Correspondence: Heung-Shick Lee, Department of Biotechnology and Bioinformatics, Korea University, Jochiwon, Chungnam 339-700, Korea. Tel.: +82 2 3290 3436; fax: +82 41 864 2665; e-mail: email@example.com
The Corynebacterium glutamicum whcA gene is known to play a negative role in the expression of genes responding to oxidative stress. The encoded protein contains conserved cysteines, which likely coordinate the redox-sensitive Fe–S cluster. To identify proteins which may interact with WhcA, we employed a two-hybrid system utilizing WhcA as ‘bait’. Upon screening, several partner proteins were isolated from the C. glutamicum genomic library.

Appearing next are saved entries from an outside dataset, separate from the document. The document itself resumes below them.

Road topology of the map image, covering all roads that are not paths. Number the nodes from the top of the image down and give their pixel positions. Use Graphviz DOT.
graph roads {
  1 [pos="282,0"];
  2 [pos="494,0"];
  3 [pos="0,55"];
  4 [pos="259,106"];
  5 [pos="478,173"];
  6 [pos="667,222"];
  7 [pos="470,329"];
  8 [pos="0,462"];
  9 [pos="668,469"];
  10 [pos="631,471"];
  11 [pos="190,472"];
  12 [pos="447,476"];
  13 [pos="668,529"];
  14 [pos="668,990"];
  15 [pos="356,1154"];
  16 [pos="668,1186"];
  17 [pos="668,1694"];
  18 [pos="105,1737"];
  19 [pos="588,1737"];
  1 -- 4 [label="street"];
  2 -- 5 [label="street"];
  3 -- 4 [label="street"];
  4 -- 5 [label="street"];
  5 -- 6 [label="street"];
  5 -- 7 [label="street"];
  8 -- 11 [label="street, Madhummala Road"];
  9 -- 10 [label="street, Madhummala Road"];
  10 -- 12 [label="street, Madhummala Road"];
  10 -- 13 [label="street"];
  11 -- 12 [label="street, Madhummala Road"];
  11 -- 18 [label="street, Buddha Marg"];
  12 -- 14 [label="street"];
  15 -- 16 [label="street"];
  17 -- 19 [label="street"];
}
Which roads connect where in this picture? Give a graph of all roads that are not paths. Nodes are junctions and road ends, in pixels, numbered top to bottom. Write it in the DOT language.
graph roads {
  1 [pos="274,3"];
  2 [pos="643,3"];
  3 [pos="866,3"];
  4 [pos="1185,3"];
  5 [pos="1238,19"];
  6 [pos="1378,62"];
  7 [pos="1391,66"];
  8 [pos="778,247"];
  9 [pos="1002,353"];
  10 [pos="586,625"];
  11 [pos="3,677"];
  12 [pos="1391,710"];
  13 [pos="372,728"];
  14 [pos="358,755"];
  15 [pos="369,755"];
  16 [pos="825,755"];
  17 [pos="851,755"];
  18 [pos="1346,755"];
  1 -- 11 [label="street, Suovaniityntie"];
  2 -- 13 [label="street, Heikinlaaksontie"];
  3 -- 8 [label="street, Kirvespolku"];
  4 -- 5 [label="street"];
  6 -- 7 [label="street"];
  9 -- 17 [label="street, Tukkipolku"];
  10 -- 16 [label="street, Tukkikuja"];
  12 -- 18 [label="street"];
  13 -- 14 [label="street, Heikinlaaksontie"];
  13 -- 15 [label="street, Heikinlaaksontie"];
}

Sequencing analysis of the isolated clones revealed out-of-frame peptide sequences, one of which showed high sequence homology with a dioxygenase encoded by NCgl0899. In vivo analysis of protein interaction using real-time quantitative PCR, which monitors his3 reporter gene expression, demonstrated that the interaction between NCgl0899-encoded protein and WhcA was specific. The interaction was labile to oxidants, such as diamide and menadione. Based on these data, NCgl0899 was named spiA (stress protein interacting with WhcA). Physical association and dissociation of the purified His6–WhcA and GST–SpiA fusion proteins, as assayed by in vitro pull-down experiments, were consistent with in vivo results. These data indicated that the interaction between WhcA and SpiA is not only specific but also modulated by the redox status of the cell and the functionality of the WhcA protein is probably modulated by the SpiA protein.

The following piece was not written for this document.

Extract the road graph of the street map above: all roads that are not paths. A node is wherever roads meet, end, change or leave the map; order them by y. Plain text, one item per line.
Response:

Corynebacterium glutamicum is a Gram-positive bacteria that belongs to the order Actinomycetales, which also includes the genera Mycobacterium and Streptomyces (Ventura et al., 2007). Corynebacterium glutamicum is a remarkable organism and is capable of producing a variety of amino acids and nucleotides in large quantities (Leuchtenberger et al., 2005). Because of the industrial importance of this organism, its relevant genetic and biochemical features have been extensively characterized. Accordingly, strategies that C. glutamicum cells adopt in response to cellular stresses have attracted scientific interests in recent years.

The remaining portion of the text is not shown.